[Data items]
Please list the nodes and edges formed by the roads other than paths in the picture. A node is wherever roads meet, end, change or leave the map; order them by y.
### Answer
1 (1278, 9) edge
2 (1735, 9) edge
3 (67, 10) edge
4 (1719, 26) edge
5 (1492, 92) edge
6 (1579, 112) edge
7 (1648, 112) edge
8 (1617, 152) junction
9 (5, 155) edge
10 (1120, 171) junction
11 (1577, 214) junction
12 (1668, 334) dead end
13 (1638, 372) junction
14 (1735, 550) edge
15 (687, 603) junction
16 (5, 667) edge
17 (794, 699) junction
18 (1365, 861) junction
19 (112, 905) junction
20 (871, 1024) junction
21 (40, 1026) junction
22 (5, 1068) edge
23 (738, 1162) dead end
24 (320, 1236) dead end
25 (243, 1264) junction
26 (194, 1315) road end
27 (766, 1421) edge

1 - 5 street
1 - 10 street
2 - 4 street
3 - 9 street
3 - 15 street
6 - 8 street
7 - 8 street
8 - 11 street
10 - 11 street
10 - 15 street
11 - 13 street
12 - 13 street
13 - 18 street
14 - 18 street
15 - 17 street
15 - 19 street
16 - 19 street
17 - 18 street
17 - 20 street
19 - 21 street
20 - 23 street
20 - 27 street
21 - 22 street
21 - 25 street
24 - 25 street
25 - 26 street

Problem to solve: Reproduce every record above, word for word.

Your response:
Please list the nodes and edges formed by the roads other than paths in the picture. A node is wherever roads meet, end, change or leave the map; order them by y.
### Answer
1 (1278, 9) edge
2 (1735, 9) edge
3 (67, 10) edge
4 (1719, 26) edge
5 (1492, 92) edge
6 (1579, 112) edge
7 (1648, 112) edge
8 (1617, 152) junction
9 (5, 155) edge
10 (1120, 171) junction
11 (1577, 214) junction
12 (1668, 334) dead end
13 (1638, 372) junction
14 (1735, 550) edge
15 (687, 603) junction
16 (5, 667) edge
17 (794, 699) junction
18 (1365, 861) junction
19 (112, 905) junction
20 (871, 1024) junction
21 (40, 1026) junction
22 (5, 1068) edge
23 (738, 1162) dead end
24 (320, 1236) dead end
25 (243, 1264) junction
26 (194, 1315) road end
27 (766, 1421) edge

1 - 5 street
1 - 10 street
2 - 4 street
3 - 9 street
3 - 15 street
6 - 8 street
7 - 8 street
8 - 11 street
10 - 11 street
10 - 15 street
11 - 13 street
12 - 13 street
13 - 18 street
14 - 18 street
15 - 17 street
15 - 19 street
16 - 19 street
17 - 18 street
17 - 20 street
19 - 21 street
20 - 23 street
20 - 27 street
21 - 22 street
21 - 25 street
24 - 25 street
25 - 26 street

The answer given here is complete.